▶ **WORK TO BE COMPLETED**: What is needed is an exact copy of the lines in the listing below, from the one with "middle mcp: (422, 325)" up to and including the one with "ring tip: (322, 352)", with no other lines.

▶ **RAW DATA**:

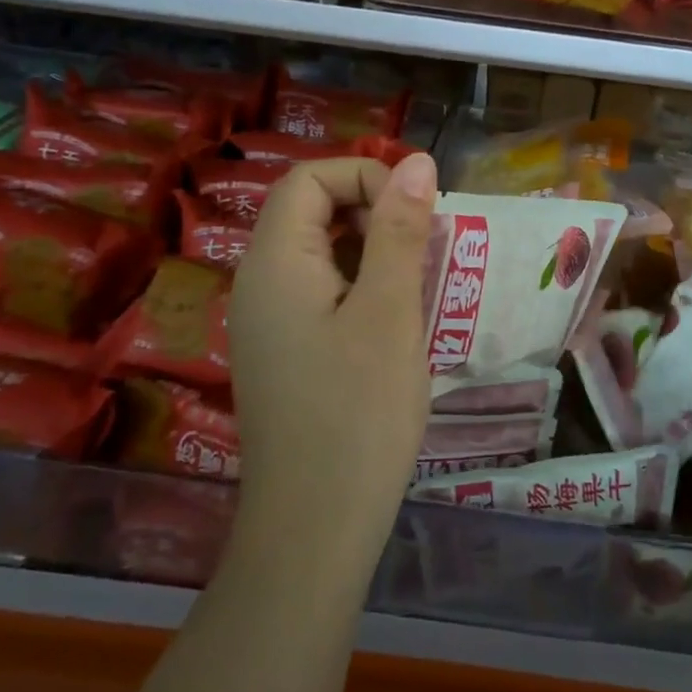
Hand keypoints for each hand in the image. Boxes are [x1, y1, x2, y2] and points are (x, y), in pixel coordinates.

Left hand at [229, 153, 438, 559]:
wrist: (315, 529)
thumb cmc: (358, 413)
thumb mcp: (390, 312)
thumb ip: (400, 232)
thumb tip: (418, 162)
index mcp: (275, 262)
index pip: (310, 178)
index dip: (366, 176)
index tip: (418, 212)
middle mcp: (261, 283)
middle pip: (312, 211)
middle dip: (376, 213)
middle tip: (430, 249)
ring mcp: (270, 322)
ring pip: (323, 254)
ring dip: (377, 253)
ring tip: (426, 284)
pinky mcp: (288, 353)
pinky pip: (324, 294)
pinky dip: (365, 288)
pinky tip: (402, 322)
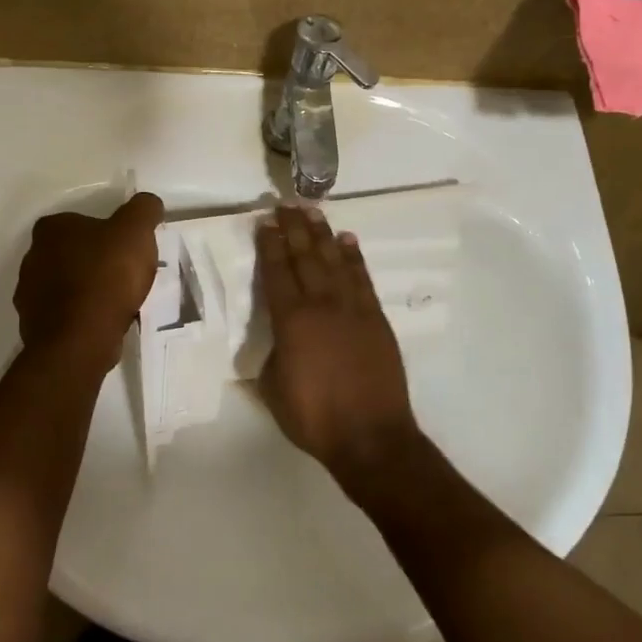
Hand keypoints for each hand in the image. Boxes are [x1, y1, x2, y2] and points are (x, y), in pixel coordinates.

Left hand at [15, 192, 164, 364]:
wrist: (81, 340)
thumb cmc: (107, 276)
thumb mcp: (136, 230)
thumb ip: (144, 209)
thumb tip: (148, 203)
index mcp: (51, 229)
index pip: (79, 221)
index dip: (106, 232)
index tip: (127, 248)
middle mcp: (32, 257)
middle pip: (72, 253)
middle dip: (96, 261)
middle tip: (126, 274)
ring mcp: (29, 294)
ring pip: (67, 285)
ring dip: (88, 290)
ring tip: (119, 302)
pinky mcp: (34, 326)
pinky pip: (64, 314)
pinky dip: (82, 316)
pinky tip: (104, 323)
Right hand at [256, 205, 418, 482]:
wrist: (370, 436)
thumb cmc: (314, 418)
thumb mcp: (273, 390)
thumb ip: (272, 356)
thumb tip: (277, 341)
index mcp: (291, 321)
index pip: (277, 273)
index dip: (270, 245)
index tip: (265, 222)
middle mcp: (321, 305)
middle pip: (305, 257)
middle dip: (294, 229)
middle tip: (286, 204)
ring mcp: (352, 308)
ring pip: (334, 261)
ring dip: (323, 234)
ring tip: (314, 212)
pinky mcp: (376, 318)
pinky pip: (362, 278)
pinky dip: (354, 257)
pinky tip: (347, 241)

* * *

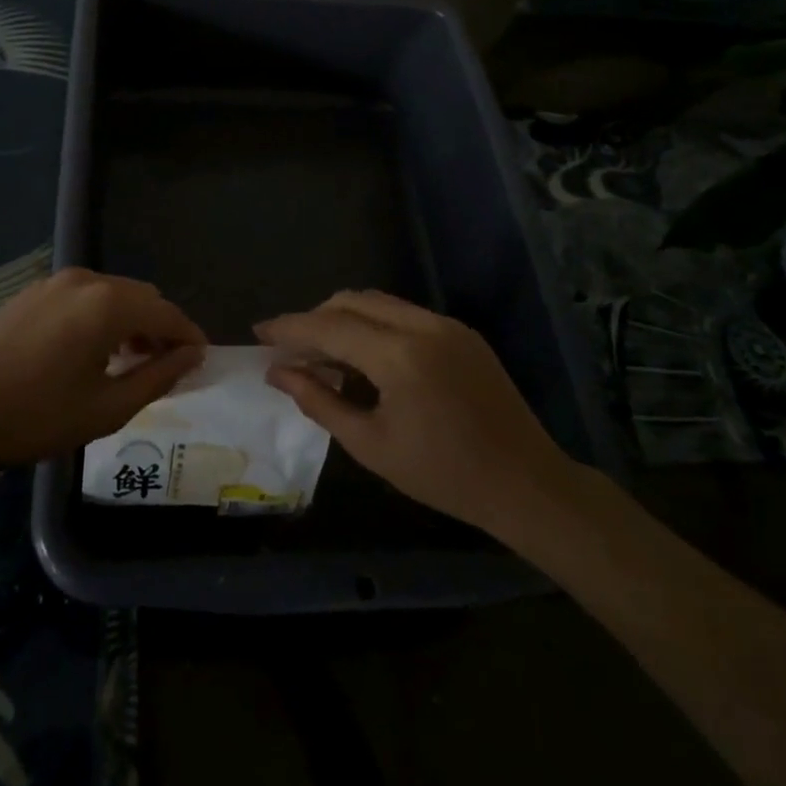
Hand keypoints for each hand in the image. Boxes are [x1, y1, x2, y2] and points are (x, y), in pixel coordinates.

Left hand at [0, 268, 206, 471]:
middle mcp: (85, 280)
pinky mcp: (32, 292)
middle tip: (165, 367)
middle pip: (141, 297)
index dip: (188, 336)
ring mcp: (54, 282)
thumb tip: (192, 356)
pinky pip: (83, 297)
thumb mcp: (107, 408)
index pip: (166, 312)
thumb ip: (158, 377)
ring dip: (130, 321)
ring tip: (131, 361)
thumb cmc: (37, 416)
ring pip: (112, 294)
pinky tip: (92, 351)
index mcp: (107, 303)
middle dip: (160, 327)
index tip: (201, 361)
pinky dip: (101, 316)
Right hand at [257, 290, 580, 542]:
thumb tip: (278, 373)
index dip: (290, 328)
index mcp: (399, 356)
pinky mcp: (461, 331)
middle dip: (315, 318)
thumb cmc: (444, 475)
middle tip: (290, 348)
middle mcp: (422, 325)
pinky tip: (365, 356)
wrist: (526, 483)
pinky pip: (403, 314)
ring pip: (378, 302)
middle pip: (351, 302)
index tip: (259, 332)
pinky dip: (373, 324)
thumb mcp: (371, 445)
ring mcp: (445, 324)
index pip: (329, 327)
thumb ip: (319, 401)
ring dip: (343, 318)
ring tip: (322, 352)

▶ **YOUR SOLUTION**:
middle mcp: (422, 325)
pinky tip: (365, 356)
wrist: (526, 483)
pinky pip: (403, 314)
ring pip: (378, 302)
middle pip: (351, 302)
index tip: (259, 332)
pinky dip: (373, 324)
thumb mcp: (371, 445)
ring mcp: (445, 324)
index pip: (329, 327)
thumb ip: (319, 401)
ring dip: (343, 318)
ring tip: (322, 352)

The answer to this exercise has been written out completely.